In the entries that follow, say how many lines contain the string "Pienge". Give no other words.
****************************************
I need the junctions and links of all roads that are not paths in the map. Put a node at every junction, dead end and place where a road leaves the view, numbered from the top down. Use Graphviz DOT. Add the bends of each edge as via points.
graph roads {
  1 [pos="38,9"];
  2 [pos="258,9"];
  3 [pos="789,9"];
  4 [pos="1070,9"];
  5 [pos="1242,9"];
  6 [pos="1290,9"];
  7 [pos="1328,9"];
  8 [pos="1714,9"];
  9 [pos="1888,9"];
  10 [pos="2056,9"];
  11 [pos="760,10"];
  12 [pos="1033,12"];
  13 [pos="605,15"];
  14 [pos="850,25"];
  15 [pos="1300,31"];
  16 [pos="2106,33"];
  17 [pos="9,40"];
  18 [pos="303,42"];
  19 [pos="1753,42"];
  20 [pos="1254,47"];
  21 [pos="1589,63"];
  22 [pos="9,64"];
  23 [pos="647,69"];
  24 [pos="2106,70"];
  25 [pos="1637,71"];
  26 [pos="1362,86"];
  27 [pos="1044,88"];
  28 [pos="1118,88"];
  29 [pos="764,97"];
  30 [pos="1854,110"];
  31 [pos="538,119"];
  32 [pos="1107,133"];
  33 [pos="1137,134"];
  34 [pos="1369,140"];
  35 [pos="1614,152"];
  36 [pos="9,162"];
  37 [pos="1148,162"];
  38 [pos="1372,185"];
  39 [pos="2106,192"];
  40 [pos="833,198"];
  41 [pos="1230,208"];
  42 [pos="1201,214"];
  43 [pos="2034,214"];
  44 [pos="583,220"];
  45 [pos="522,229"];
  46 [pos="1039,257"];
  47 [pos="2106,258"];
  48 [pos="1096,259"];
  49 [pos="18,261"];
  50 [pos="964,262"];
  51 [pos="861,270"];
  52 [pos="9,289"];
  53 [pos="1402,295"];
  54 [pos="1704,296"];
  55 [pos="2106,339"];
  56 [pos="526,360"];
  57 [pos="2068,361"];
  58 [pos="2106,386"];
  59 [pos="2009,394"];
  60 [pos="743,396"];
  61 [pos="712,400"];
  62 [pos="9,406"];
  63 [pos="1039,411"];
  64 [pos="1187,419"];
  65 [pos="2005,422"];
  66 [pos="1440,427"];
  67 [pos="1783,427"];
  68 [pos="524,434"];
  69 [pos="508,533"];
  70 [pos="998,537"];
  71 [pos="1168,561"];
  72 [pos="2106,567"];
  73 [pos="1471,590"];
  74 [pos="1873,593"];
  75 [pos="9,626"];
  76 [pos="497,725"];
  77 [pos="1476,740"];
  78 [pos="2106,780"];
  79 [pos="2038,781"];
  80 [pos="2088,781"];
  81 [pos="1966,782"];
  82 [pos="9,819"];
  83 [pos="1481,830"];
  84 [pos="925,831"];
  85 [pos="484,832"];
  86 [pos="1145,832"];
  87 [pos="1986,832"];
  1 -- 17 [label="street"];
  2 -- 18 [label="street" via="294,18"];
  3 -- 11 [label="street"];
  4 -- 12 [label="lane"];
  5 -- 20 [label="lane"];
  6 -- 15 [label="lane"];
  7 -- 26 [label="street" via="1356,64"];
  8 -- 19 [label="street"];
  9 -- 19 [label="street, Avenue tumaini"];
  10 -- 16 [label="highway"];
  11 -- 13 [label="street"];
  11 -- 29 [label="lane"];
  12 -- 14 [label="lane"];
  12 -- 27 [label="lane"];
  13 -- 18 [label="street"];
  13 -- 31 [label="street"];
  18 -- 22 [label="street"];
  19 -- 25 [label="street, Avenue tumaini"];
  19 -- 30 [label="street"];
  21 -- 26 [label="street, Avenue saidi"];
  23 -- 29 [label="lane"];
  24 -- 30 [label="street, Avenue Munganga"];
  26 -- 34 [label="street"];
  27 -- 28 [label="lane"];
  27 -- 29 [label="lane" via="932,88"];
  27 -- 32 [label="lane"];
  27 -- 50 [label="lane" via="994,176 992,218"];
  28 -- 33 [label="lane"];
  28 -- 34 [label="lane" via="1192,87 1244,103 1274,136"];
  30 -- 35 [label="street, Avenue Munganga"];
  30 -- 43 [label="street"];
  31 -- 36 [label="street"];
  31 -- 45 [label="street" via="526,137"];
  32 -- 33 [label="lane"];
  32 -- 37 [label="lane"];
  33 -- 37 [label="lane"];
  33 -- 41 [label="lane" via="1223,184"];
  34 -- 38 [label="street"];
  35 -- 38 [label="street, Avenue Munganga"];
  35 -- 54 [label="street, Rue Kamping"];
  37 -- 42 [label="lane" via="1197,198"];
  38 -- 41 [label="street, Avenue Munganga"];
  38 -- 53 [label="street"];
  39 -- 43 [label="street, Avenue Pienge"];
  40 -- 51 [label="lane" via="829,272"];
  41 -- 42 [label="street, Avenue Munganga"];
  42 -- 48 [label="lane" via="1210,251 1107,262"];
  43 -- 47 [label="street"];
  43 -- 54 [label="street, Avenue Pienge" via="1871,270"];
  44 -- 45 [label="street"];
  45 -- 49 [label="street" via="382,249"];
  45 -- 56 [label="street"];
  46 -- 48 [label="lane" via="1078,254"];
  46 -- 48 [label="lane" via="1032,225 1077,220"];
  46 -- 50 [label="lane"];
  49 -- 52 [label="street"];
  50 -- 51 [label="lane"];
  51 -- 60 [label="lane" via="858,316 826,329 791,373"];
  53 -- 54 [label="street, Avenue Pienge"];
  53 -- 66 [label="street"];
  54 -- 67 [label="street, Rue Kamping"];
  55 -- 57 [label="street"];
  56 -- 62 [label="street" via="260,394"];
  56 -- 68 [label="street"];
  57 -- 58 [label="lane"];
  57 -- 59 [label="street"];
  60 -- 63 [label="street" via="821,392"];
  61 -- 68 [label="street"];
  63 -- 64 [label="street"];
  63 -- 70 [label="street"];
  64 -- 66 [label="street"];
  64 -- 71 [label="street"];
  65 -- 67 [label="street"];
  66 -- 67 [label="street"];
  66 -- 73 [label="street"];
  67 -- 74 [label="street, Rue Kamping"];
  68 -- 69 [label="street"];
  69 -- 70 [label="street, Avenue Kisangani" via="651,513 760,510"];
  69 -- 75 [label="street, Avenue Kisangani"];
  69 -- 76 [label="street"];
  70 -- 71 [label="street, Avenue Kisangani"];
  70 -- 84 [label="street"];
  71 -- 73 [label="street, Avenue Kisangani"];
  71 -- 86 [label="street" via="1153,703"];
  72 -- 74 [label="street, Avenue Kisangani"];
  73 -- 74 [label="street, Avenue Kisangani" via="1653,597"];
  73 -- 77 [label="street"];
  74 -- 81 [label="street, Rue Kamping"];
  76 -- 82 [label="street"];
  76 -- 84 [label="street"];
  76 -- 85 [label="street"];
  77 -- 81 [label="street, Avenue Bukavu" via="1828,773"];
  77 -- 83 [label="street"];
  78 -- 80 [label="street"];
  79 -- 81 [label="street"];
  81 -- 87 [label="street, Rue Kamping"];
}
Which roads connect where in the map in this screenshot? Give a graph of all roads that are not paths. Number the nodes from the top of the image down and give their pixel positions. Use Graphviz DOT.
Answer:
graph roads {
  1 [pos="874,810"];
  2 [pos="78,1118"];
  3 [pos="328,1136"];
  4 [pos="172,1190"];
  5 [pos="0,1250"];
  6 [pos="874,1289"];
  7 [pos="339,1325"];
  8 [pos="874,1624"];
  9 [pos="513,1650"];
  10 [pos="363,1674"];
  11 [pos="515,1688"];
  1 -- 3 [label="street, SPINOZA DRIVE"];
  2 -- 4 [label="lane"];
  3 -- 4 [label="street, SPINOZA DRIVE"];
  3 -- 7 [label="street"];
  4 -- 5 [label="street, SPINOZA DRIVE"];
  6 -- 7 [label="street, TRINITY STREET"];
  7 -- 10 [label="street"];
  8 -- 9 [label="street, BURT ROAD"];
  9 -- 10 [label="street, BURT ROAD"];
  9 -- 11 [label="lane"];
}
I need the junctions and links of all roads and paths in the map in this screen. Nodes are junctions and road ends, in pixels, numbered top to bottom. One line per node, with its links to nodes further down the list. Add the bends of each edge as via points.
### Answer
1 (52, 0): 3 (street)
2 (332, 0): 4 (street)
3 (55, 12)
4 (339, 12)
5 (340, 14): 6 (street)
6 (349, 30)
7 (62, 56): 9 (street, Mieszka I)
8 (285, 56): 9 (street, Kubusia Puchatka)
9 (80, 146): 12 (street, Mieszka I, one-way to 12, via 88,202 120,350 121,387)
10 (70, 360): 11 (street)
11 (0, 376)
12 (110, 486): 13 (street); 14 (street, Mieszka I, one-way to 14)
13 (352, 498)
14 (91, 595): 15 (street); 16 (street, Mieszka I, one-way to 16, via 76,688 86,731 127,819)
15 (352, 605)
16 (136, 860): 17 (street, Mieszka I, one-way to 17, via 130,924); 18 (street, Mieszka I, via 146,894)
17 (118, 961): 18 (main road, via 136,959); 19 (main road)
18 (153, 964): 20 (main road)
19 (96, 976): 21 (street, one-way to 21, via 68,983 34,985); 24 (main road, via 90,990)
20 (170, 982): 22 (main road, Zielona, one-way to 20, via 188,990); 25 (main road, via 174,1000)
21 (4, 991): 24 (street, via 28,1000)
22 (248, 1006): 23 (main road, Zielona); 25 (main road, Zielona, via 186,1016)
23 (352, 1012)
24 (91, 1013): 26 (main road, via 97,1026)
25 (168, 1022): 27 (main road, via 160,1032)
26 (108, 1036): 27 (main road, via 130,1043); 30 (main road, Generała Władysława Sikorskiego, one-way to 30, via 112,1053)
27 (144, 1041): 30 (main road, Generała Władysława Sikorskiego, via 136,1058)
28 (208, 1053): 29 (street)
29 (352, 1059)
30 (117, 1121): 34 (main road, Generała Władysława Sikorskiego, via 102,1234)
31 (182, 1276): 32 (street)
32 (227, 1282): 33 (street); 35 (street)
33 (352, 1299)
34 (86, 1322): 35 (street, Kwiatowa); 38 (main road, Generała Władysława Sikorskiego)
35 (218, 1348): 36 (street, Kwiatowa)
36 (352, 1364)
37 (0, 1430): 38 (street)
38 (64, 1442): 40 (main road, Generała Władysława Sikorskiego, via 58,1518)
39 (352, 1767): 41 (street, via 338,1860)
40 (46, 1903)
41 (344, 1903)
****************************************
__Answer to this task__. 3